*TASK BRIEF*
Across the whole listing, how many lines hold the word "edges"? Reply with the number by itself.

*PROVIDED RECORDS*
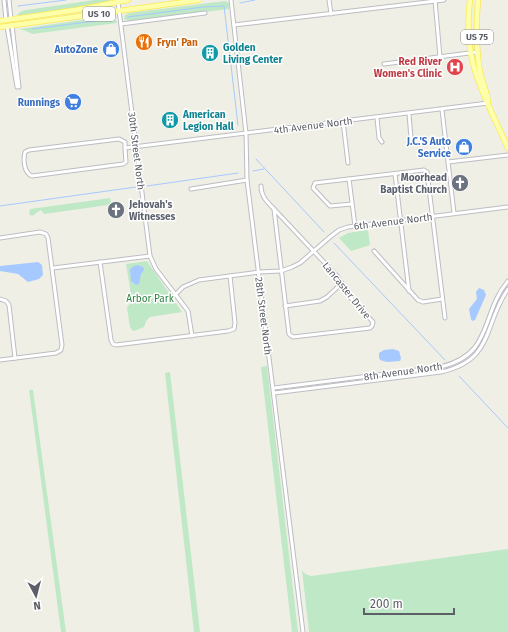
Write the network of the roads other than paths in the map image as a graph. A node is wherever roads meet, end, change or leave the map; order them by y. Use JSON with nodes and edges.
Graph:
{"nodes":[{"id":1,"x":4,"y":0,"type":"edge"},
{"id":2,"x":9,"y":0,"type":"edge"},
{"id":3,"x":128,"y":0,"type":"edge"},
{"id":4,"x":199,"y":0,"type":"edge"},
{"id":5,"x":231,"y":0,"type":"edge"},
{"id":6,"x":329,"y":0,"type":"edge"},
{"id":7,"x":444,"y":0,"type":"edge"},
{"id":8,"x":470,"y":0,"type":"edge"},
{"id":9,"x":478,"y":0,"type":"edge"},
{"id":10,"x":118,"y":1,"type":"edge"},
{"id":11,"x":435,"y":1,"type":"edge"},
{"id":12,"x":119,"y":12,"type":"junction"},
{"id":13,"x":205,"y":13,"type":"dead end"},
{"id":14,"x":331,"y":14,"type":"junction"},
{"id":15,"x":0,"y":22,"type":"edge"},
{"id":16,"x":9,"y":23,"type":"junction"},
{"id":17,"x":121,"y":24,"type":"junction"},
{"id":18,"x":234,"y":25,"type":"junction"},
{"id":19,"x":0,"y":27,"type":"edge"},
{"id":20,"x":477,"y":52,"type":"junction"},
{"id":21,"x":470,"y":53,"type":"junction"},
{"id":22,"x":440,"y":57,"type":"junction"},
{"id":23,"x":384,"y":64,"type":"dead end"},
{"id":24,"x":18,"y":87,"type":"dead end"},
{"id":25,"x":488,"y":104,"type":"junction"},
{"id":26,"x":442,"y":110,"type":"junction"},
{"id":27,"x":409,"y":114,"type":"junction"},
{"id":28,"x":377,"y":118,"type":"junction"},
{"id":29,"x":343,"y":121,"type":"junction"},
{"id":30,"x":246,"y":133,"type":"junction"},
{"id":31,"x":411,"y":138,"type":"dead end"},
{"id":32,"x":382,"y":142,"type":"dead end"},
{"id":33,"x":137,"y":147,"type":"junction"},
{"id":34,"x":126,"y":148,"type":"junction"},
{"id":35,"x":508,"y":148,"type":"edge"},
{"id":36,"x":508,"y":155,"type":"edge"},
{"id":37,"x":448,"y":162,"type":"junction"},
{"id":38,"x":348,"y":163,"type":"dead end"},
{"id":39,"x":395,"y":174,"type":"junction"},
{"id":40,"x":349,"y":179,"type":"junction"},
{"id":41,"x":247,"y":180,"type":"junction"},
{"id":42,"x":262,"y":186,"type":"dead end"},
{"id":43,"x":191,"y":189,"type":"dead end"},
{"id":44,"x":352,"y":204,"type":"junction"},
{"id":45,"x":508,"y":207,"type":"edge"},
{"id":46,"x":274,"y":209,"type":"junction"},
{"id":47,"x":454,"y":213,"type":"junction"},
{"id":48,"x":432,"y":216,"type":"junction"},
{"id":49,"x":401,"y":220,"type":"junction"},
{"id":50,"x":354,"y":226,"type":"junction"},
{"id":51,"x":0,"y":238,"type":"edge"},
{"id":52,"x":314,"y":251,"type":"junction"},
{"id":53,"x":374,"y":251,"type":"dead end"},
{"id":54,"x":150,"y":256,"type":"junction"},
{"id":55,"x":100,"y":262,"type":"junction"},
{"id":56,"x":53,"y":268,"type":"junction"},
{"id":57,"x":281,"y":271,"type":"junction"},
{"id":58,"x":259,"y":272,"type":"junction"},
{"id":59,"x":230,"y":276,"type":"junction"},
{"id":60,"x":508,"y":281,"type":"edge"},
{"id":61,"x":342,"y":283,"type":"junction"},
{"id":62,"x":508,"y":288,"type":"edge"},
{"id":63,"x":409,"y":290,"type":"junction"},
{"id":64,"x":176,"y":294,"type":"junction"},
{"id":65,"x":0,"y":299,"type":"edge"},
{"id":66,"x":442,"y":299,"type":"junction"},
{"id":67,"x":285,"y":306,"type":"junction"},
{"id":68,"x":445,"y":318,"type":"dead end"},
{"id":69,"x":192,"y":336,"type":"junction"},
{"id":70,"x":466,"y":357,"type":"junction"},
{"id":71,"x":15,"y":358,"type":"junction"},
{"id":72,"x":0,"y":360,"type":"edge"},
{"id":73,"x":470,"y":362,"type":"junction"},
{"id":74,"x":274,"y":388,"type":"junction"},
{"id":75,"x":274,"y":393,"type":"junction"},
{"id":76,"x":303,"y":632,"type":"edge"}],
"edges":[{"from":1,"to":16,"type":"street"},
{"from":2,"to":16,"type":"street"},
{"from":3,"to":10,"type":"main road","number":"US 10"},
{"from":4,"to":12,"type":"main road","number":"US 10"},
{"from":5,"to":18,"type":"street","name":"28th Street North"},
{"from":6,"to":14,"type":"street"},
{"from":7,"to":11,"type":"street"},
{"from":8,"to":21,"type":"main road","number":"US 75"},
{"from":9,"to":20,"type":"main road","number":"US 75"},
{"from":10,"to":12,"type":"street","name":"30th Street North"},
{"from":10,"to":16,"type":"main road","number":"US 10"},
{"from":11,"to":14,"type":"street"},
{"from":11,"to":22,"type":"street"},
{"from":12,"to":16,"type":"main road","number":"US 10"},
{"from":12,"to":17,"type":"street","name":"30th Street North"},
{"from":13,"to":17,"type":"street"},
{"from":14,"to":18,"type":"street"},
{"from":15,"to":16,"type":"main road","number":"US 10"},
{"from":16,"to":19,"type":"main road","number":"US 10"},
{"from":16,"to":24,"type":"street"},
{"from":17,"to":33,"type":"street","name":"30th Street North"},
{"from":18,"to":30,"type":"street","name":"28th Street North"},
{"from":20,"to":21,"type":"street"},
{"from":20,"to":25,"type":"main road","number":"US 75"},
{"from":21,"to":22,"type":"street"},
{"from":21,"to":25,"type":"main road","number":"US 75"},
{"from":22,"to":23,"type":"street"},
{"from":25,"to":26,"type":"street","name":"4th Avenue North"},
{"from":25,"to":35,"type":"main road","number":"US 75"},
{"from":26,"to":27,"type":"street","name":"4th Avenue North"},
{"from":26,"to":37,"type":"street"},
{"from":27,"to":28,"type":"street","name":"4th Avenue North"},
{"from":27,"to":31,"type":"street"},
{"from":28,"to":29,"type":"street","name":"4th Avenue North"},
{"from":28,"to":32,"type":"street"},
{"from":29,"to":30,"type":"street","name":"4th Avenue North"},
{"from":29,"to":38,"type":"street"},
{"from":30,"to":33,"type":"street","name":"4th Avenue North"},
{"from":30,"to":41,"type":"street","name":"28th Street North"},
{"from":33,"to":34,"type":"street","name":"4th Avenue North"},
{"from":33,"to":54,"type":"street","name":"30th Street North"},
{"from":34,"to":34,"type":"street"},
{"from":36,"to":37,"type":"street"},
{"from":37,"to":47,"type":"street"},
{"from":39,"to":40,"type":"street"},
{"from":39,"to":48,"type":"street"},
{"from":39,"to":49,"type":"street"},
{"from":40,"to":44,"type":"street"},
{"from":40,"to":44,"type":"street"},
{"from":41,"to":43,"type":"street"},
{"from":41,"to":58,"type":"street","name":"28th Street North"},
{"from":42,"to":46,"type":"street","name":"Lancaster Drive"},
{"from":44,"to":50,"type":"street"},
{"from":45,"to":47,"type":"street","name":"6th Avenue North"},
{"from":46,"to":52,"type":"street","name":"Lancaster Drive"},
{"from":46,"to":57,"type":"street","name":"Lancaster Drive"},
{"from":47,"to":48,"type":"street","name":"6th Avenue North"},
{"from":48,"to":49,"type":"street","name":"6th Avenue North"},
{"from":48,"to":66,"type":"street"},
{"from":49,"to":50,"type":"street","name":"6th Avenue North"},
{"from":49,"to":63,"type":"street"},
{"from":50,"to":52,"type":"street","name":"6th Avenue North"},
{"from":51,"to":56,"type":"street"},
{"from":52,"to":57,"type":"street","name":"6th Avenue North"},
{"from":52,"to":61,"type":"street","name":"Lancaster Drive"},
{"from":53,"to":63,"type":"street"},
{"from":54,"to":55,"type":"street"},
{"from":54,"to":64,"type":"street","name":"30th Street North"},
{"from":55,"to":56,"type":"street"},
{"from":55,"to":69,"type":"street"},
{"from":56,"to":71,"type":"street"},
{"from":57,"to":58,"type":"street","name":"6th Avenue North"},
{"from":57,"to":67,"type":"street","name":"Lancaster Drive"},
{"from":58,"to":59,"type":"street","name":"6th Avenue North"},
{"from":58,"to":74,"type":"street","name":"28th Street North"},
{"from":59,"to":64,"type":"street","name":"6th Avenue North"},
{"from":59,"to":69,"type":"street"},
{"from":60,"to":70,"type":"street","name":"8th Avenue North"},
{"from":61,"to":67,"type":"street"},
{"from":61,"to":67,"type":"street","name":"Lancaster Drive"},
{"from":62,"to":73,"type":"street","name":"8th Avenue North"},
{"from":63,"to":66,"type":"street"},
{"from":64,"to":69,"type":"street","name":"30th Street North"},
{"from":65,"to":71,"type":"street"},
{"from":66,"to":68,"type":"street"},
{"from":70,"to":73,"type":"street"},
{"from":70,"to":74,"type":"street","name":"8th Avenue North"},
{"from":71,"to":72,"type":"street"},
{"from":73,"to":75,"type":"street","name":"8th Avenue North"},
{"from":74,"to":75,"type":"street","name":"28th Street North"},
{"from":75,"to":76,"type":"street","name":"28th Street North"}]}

* * *

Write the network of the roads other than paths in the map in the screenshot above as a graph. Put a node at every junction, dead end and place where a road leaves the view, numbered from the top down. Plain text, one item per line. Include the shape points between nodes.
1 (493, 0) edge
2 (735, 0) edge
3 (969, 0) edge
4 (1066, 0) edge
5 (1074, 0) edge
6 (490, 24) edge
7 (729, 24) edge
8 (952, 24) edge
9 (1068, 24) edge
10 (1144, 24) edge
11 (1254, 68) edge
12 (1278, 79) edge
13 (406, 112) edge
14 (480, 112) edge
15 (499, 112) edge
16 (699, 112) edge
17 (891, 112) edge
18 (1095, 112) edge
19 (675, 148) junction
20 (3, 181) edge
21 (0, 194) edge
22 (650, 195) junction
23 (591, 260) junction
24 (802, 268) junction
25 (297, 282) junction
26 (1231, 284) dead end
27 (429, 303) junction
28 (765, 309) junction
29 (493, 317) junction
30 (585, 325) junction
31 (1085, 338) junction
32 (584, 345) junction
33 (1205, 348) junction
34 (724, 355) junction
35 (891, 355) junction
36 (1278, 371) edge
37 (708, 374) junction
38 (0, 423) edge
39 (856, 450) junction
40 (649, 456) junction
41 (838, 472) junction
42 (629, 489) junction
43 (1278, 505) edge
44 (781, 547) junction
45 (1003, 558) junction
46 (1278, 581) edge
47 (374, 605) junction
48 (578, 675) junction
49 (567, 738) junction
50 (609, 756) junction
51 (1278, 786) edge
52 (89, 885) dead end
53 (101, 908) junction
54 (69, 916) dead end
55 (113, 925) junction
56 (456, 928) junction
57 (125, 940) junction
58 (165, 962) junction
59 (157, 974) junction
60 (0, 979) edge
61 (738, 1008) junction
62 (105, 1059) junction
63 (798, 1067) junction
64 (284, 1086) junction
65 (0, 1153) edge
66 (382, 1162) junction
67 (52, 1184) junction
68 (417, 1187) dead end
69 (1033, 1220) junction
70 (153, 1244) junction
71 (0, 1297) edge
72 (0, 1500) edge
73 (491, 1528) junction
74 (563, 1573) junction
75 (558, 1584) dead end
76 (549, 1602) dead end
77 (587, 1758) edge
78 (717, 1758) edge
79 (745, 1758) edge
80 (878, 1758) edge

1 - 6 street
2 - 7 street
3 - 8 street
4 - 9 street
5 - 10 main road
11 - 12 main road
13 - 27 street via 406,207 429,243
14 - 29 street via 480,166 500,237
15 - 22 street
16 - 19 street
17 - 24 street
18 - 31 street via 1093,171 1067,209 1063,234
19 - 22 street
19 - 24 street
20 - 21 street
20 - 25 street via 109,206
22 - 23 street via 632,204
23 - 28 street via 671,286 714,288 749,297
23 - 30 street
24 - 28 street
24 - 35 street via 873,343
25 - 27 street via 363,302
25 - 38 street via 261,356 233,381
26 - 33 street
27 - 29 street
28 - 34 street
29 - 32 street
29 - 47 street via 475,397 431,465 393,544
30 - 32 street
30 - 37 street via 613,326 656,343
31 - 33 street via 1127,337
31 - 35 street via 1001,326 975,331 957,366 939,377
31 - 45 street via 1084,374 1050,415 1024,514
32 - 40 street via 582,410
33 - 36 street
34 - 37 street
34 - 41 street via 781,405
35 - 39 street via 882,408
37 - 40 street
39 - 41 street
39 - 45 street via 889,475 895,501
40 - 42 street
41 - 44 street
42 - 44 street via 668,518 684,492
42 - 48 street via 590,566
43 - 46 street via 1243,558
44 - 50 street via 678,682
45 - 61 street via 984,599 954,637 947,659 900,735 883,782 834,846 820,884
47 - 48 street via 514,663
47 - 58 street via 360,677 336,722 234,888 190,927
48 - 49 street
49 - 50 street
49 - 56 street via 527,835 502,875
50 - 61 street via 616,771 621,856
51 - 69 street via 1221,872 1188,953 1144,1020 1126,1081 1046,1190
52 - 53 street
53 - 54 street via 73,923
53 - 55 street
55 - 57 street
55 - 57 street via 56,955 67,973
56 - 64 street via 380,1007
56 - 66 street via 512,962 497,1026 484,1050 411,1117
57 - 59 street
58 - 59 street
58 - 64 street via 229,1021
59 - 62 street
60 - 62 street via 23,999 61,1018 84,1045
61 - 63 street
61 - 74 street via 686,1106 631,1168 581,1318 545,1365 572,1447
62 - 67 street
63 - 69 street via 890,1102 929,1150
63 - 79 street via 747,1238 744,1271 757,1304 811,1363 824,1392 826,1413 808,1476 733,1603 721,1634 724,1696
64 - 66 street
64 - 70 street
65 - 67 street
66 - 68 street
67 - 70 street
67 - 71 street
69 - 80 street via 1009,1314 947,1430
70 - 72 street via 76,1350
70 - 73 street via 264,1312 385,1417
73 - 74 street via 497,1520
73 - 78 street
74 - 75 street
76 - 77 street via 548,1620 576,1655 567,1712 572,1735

*ANSWER TO THIS EXERCISE*
2